Officials say Republicans wrongly blame Biden for rising gas prices

INDIANA – As gas prices hit a high this week, top Republican lawmakers took to the airwaves and the floors of Congress with misleading claims that pinned the blame on President Biden and his energy policies.

President Biden warned that his ban on imports of Russian oil, gas, and coal, announced on Tuesday as a response to Russia’s invasion of Ukraine, would cause gas prices to rise further. High costs are expected to last as long as the confrontation does.

While Republican lawmakers supported the ban, they asserted that the pain at the pump long preceded the war in Ukraine. Gas price hikes, they said, were the result of Biden’s cancellation of the Keystone XL pipeline, the temporary halt on new drilling leases on public lands, and the surrendering of “energy independence” — all incorrect assertions.”

Patrick De Haan

“These claims are misleading. The primary reason for rising gas prices over the past year is the coronavirus pandemic and its disruptions to global supply and demand. Covid changed the game, not President Biden,” said Patrick De Haan, the head of petroleum analysis for GasBuddy, which tracks gasoline prices. “U.S. oil production fell in the last eight months of President Trump’s tenure. Is that his fault? No.”

“The pandemic brought us to our knees,” De Haan added.

In the early months of 2020, when the virus took hold, demand for oil dried up and prices plummeted, with the benchmark price for crude oil in the United States falling to negative $37.63 that April. In response, producers in the United States and around the world began decreasing output.

As pandemic restrictions loosened worldwide and economies recovered, demand outpaced supply. That was “mostly attributable” to the decision by OPEC Plus, an alliance of oil-producing countries that control about half the world’s supply, to limit increases in production, according to the U.S. Energy Information Administration. Domestic production also remains below pre-pandemic levels, as capital spending declined and investors remained reluctant to provide financing to the oil industry.

Russia’s invasion of Ukraine has only compounded the issues.

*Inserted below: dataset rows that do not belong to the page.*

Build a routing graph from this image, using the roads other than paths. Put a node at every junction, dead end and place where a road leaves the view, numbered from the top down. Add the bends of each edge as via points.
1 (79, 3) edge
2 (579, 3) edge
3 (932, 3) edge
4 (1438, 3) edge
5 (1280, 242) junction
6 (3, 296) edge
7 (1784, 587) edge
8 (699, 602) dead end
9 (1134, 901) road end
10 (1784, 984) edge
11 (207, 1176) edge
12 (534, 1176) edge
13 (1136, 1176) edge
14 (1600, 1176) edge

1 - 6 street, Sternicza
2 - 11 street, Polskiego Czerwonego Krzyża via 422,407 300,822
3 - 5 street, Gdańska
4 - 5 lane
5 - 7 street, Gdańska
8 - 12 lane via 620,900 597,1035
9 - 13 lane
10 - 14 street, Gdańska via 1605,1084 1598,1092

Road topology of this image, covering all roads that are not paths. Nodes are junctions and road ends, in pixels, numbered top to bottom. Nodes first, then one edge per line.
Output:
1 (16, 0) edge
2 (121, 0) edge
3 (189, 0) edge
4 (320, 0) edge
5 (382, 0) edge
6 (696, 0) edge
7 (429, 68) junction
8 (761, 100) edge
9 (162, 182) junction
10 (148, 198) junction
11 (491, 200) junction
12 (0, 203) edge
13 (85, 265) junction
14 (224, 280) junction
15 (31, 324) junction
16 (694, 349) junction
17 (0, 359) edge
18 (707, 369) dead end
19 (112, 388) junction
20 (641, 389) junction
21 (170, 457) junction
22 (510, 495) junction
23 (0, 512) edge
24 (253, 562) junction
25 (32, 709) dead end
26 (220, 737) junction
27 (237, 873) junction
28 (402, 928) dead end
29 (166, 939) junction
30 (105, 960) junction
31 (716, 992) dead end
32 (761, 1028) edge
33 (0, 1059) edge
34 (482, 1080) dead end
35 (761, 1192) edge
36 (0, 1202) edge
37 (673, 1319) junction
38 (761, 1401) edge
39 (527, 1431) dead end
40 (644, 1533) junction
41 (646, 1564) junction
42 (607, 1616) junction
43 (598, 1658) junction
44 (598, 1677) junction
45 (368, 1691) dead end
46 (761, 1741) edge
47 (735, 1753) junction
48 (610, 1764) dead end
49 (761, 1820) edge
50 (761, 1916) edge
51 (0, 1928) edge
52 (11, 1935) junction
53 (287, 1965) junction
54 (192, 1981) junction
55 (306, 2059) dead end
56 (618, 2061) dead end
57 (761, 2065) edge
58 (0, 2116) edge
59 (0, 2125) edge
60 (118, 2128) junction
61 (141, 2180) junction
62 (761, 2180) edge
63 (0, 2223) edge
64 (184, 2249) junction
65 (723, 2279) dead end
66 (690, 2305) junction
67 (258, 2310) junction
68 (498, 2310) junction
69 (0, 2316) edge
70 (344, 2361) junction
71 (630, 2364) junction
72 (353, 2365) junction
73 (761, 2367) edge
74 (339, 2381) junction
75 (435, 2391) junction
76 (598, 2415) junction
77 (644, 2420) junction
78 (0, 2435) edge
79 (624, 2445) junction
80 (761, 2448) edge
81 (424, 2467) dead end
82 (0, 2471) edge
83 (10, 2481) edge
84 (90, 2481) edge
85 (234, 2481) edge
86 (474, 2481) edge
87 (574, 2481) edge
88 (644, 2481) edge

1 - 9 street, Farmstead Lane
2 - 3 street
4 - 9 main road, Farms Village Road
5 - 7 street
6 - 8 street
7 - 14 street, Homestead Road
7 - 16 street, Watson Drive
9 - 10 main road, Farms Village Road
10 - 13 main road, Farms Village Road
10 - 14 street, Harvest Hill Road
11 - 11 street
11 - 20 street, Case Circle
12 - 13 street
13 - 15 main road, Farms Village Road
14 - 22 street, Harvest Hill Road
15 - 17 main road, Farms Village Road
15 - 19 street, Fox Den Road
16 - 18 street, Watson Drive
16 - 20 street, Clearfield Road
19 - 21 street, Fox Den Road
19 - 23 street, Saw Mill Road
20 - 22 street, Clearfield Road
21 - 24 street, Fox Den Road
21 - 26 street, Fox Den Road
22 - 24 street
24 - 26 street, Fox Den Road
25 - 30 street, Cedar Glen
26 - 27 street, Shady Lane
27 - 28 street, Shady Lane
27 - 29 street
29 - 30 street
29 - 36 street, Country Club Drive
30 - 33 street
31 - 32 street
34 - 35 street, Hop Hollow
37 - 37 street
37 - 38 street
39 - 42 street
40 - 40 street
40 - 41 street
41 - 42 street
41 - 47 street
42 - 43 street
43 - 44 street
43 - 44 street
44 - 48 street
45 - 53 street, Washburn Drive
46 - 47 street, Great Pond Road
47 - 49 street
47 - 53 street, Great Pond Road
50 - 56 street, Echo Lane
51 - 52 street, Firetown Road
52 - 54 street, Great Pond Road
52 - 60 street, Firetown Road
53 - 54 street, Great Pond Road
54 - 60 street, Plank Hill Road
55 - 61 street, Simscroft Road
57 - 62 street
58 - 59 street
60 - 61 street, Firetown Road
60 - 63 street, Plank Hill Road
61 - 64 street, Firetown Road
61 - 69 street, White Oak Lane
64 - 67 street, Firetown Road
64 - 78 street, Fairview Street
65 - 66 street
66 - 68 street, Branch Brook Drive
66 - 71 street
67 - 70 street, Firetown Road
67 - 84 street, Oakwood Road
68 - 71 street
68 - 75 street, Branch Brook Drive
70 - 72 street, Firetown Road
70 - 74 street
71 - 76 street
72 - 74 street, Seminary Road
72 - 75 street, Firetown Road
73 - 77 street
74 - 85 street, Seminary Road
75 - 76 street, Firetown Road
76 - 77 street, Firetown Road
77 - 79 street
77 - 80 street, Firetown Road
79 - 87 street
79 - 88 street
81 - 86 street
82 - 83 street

These factors are largely out of President Biden’s control according to experts, though they said he had not exactly sent positive signals to the oil and gas industry and its investors by vowing to reduce emissions and fossil fuel reliance.

They say, the notion that the United States gained “energy independence” under President Trump, and reversed course under President Biden, is also misleading.

The country became a net exporter of petroleum in 2020, the first time since at least 1949. That remained the case in 2021. It became a net exporter of natural gas in 2018 and remains so today, with exports reaching record levels in 2021.

The term “energy independence” can also suggest that the United States did not rely at all on imports. That, too, is untrue. In 2020, the United States still imported 7.9 million barrels of crude oil and other petroleum products a day.”

“Moreover, the specific policies cited by Republican lawmakers as evidence of President Biden’s supposed war on American energy have had little impact on rising gas prices,” added De Haan.

The Keystone XL pipeline, which would have expanded an existing system transporting oil from Canada to the Gulf Coast, has been a political and environmental battleground since its conception in 2008. The Obama administration denied the company behind it, TransCanada, a construction permit in 2015. The Trump administration approved the permit in 2017, but the project stalled in the face of litigation. By the time Mr. Biden rescinded its permit on his first day in office, just 8 percent of it had been built.

Even if President Biden had greenlighted the project and TransCanada, now known as TC Energy, had won its court battles, it is unlikely that the pipeline would have been operational today given that the company estimated in March 2020 that it would have entered into service in 2023.

“Even if it were completed overnight, there’s no capacity for oil to be put into this pipeline,” De Haan said, pointing to supply chain issues and labor shortages that continue to affect American and Canadian oil and gas producers.

Absent the Keystone XL pipeline, crude oil imports from Canada have nonetheless increased by 70 percent since 2008, transported by other pipelines and rail. The Trump administration itself told PolitiFact in 2017 that the pipeline’s impact on prices at the pump “would be minimal.”

The claims about oil and gas leases are even more incorrect.

Though President Biden temporarily halted new drilling leases on federal lands in January 2021, a federal judge blocked that move last June. In its first year, the Biden administration actually approved 34 percent more of these permits than the Trump administration did in its first year, according to federal data compiled by the Center for Biological Diversity, an environmental group, De Haan added.